About the Authors:
Honami Miyakura
Roles Investigation, Validation, Writing – original draft
Affiliation: Department of Life Science and Medical Bioscience, School of Advanced Science and Engineering, Waseda University, Shinjuku-ku, Tokyo, Japan
Mei Fukuda
Roles Investigation
Affiliation: Department of Life Science and Medical Bioscience, School of Advanced Science and Engineering, Waseda University, Shinjuku-ku, Tokyo, Japan
Hiroya Enomoto
Roles Investigation
Affiliation: Department of Life Science and Medical Bioscience, School of Advanced Science and Engineering, Waseda University, Shinjuku-ku, Tokyo, Japan
Kosuke Ishikawa
Roles Conceptualization, Methodology, Supervision, Writing – review & editing
* E-mail: [email protected]
Affiliation: Laboratory of Japan Biological Informatics Consortium (JBiC), Koto-ku, Tokyo, Japan
ORCID logo https://orcid.org/0000-0001-8339-1075
Shinya Watanabe
Roles Resources
Affiliation: Translational Research Center, Fukushima Medical University, Fukushima, Japan
Kentaro Semba
Roles Supervision, Writing – original draft
Affiliations Department of Life Science and Medical Bioscience, School of Advanced Science and Engineering, Waseda University, Shinjuku-ku, Tokyo, Japan, Translational Research Center, Fukushima Medical University, Fukushima, Japan
Introduction
Elucidating protein–protein interactions is critical for analyzing protein function and identifying potential therapeutic targets.

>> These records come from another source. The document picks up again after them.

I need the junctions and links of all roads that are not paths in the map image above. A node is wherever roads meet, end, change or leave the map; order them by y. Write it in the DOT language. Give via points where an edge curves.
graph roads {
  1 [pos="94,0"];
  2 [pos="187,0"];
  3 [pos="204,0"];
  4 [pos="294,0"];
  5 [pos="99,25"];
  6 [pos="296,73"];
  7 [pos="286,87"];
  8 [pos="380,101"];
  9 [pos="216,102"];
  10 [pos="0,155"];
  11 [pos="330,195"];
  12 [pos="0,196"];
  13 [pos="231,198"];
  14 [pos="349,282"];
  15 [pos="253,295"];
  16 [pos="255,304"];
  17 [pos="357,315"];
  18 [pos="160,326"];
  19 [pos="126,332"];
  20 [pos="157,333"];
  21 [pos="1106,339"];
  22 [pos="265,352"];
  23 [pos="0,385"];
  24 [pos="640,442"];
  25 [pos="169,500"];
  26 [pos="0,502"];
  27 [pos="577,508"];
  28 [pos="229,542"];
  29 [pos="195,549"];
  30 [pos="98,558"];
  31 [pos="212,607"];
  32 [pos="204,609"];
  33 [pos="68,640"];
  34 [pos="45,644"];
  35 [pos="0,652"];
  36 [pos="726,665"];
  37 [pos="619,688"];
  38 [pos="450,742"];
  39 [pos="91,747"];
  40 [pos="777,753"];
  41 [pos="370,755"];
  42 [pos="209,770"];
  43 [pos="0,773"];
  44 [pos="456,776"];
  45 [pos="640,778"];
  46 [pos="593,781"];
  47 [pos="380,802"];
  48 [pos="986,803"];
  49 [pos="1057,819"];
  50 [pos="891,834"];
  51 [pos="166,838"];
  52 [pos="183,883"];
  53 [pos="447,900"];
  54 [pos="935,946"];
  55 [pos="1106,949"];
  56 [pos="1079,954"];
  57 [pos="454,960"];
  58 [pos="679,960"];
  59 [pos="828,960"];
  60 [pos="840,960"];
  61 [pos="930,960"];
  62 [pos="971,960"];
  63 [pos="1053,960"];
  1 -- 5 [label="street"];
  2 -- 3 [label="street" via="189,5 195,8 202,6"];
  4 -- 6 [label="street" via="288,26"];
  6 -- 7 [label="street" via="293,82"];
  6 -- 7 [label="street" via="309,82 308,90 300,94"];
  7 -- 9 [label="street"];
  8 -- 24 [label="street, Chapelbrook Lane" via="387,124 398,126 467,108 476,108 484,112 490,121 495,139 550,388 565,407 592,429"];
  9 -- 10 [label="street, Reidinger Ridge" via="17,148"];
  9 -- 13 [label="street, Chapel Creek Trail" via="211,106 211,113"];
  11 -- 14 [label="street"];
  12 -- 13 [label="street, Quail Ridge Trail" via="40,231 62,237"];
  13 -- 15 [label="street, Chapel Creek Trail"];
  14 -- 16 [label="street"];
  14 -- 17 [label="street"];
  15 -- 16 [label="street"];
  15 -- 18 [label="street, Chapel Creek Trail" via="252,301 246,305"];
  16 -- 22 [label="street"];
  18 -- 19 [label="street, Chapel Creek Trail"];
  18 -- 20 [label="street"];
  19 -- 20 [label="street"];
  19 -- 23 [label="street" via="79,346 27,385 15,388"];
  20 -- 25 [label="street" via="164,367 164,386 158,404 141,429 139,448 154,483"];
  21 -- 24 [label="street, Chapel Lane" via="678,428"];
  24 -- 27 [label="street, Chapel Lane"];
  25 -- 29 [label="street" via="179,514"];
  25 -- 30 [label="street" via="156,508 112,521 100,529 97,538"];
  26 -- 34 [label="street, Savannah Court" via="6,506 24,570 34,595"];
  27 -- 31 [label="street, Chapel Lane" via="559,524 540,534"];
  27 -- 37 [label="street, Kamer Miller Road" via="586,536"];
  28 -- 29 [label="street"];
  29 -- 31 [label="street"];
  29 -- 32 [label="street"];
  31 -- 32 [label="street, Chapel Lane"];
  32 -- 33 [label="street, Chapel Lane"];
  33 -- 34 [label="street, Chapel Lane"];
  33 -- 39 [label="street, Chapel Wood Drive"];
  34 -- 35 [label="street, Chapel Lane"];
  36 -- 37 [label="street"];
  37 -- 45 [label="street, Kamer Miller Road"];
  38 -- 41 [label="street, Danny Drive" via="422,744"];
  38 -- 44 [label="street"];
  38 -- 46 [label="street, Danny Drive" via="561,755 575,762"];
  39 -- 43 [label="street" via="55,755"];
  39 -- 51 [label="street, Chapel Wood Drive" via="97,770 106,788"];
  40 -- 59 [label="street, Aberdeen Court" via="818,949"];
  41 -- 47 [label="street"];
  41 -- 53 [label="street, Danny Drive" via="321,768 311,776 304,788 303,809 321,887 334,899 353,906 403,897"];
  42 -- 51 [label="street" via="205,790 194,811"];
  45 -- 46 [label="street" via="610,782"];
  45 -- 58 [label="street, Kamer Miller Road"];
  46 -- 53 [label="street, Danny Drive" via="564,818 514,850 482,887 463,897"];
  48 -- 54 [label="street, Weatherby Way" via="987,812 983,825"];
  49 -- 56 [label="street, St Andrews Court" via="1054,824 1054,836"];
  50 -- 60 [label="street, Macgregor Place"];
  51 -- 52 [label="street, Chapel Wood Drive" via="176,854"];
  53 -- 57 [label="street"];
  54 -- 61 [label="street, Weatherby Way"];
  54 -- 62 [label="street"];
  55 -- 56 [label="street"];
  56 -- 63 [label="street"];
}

However, existing methods for identifying such interactions are limited in their utility. For example, the commonly used two-hybrid method only recognizes interactions in the nucleus and can generate false positives if the proteins of interest have transcriptional activity. Fluorescence resonance energy transfer (FRET) can be used to probe the dynamics of protein interactions in living cells. However, the visualization is real-time, the fluorescence does not accumulate, and requires the use of highly sensitive detection devices. Also, a background of fluorescent proteins is inevitable. The utility of mass spectrometry (MS) is also limited because one cannot know whether the interaction is direct or indirect, and high expression levels are required.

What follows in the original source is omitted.